MG : « Il y a aura un concert le 30 septembre à Thionville avec un soliste au piano qui s’articulera autour de Grieg et de Sibelius. Ce concert sera dirigé par notre nouveau chef d’orchestre qui prendra ses fonctions à ce moment-là, à savoir Willy Fontanel. Je me permets d’ajouter, pour faire écho à ce que je disais précédemment, que ce concert sera réalisé sur nos fonds propres, d’où l’obligation pour nous de remplir le théâtre le 19 mai prochain sous peine de devoir l’annuler. Il y aura également, au mois de décembre, un concert de Noël, mais le programme est une surprise et est encore secret ! »

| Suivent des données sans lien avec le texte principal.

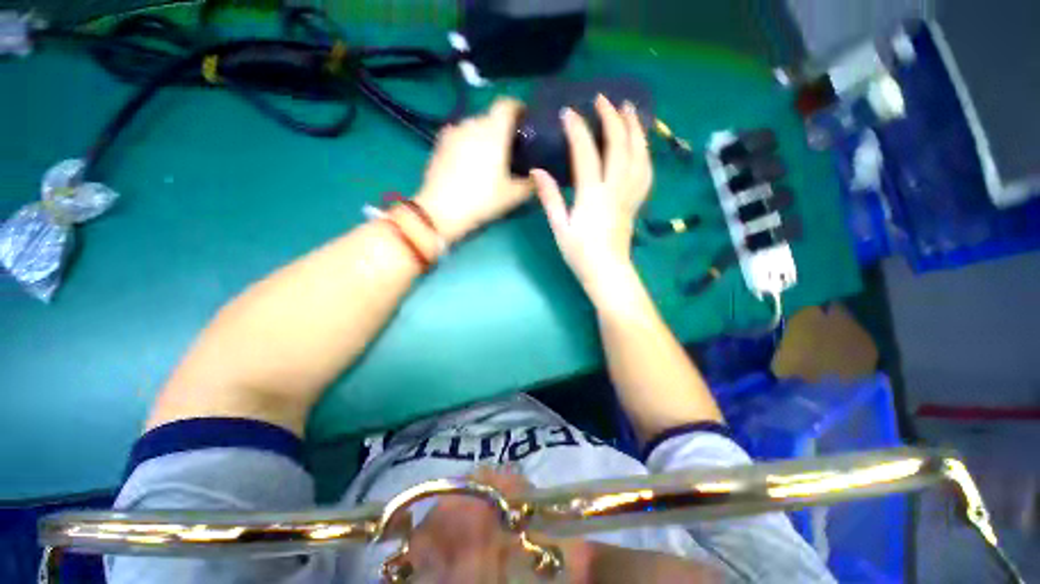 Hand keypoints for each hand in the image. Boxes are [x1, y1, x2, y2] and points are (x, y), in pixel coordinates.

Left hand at [415, 98, 532, 242]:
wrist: (440, 211)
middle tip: (511, 150)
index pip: (508, 104)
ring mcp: (452, 132)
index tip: (527, 123)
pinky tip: (471, 165)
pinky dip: (469, 144)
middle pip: (491, 117)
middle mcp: (471, 123)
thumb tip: (539, 176)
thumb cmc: (482, 200)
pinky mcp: (439, 144)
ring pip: (474, 127)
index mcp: (493, 130)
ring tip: (490, 159)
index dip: (520, 109)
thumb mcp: (513, 196)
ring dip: (485, 137)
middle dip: (503, 129)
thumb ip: (531, 183)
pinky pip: (460, 137)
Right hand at [531, 95, 652, 306]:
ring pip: (639, 154)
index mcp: (592, 195)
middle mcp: (615, 189)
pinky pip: (646, 171)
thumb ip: (550, 197)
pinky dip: (644, 151)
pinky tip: (640, 143)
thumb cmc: (580, 252)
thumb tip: (537, 171)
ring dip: (635, 129)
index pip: (587, 153)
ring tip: (629, 110)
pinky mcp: (636, 201)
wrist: (606, 270)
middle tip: (603, 100)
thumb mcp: (559, 227)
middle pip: (619, 146)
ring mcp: (630, 194)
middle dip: (612, 118)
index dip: (578, 130)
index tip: (569, 113) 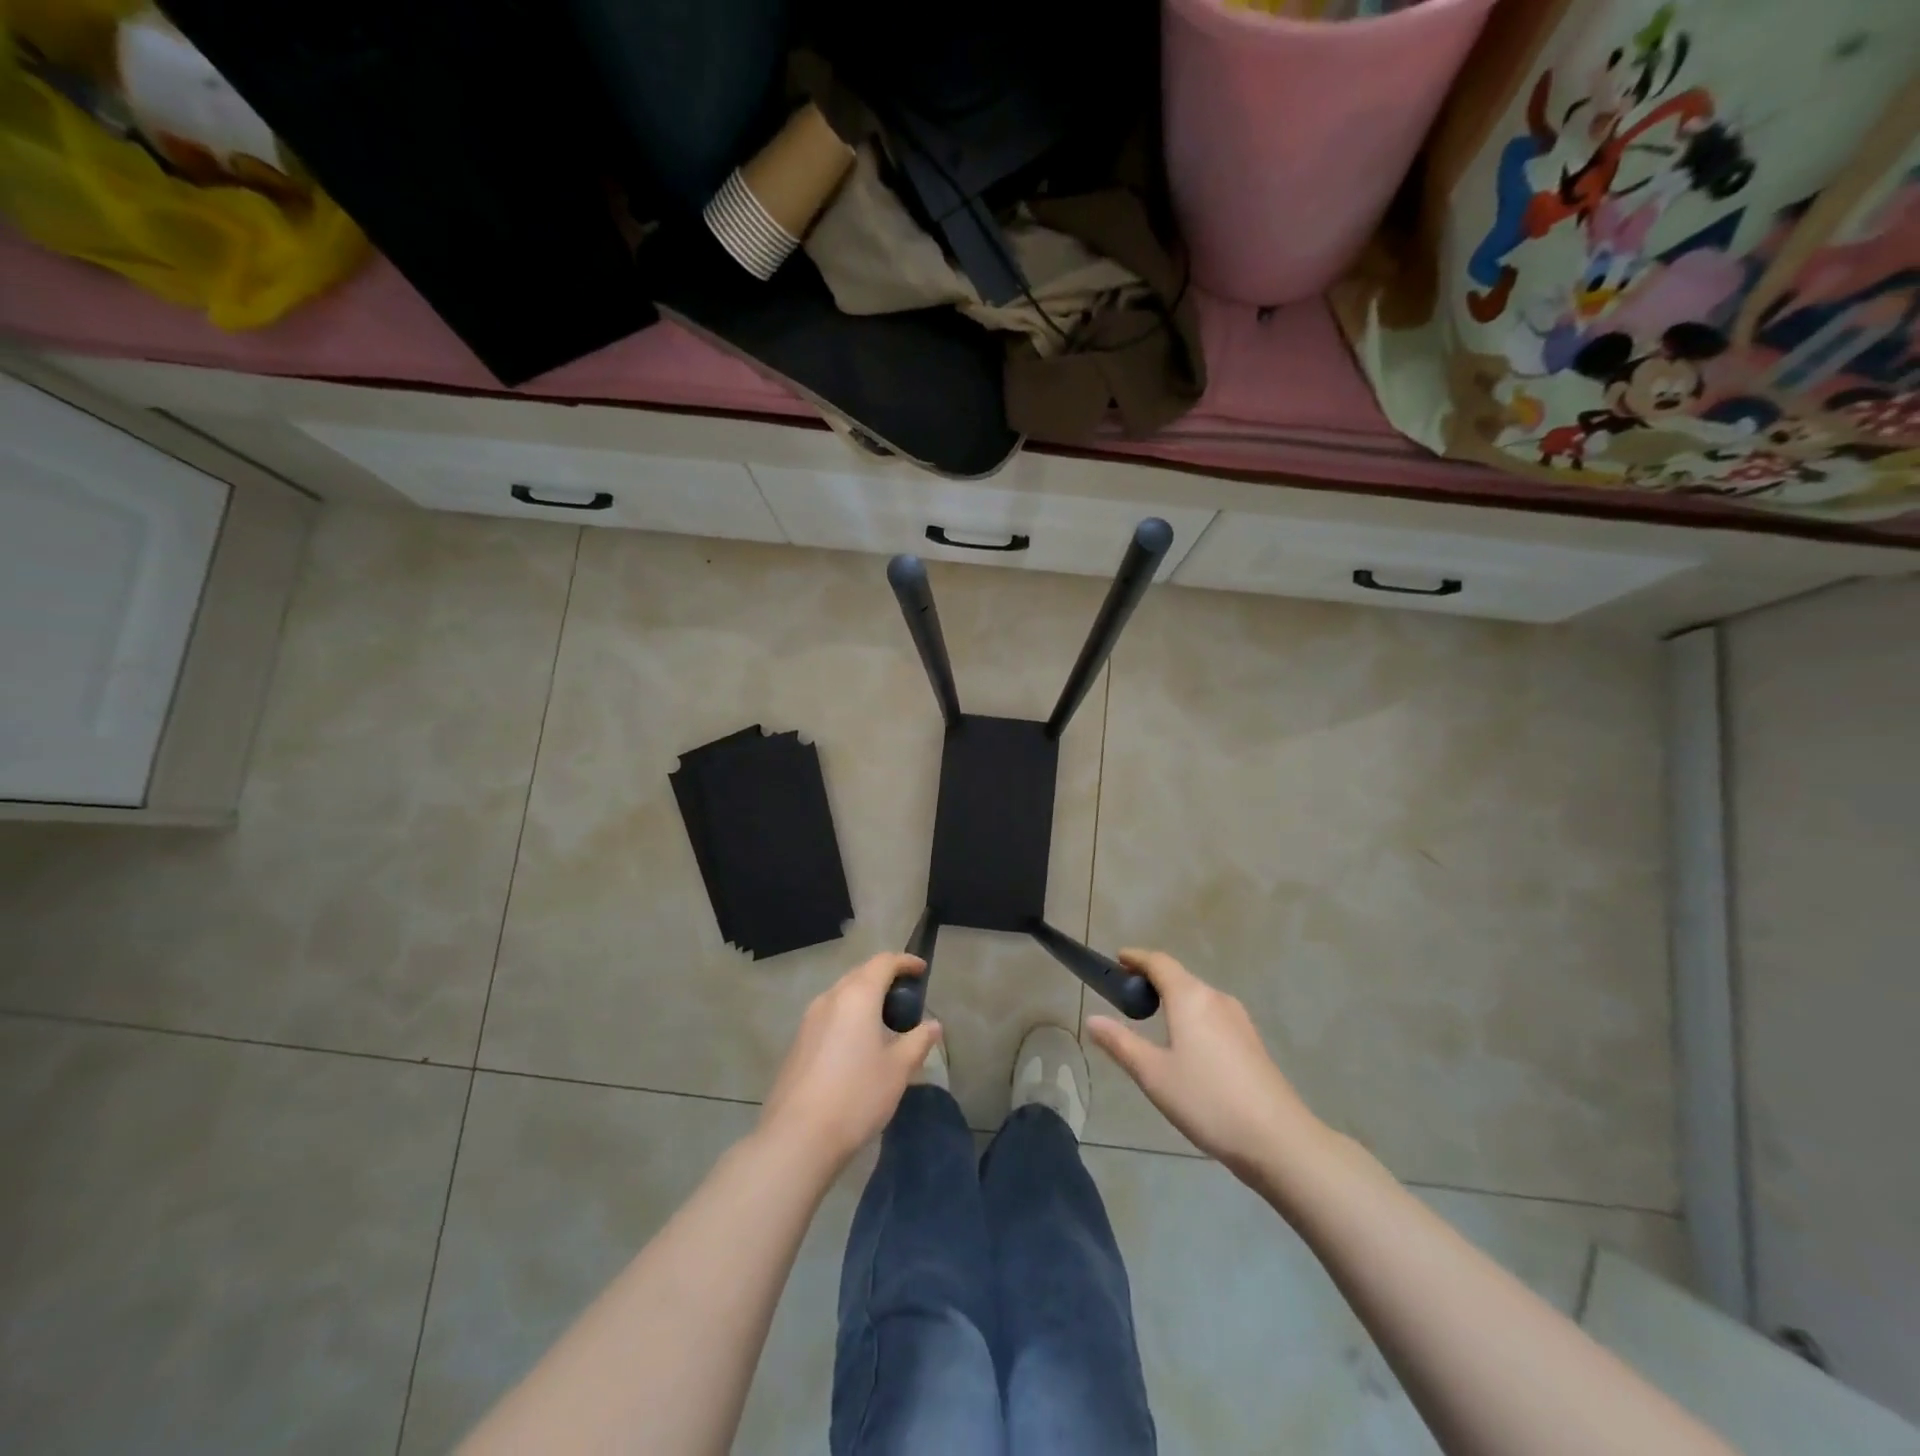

La Philharmonie La Lorraine de Hayange a dernièrement célébré ses 150 ans par un concert à l’Arsenal de Metz devant plus d’un millier de mélomanes. Créée par des musiciens sidérurgistes, elle regroupe une harmonie et une batterie fanfare. Elle a failli disparaître dans les années 1970 après le départ de la famille De Wendel qui avait simplement laissé les partitions et le matériel musical en guise de dons. L’école de musique de la commune conserve encore de cette époque des feuilles de musique uniques, qui ne sont plus éditées aujourd’hui. La Philharmonie La Lorraine comprend actuellement 70 musiciens et est propriétaires de 120 instruments.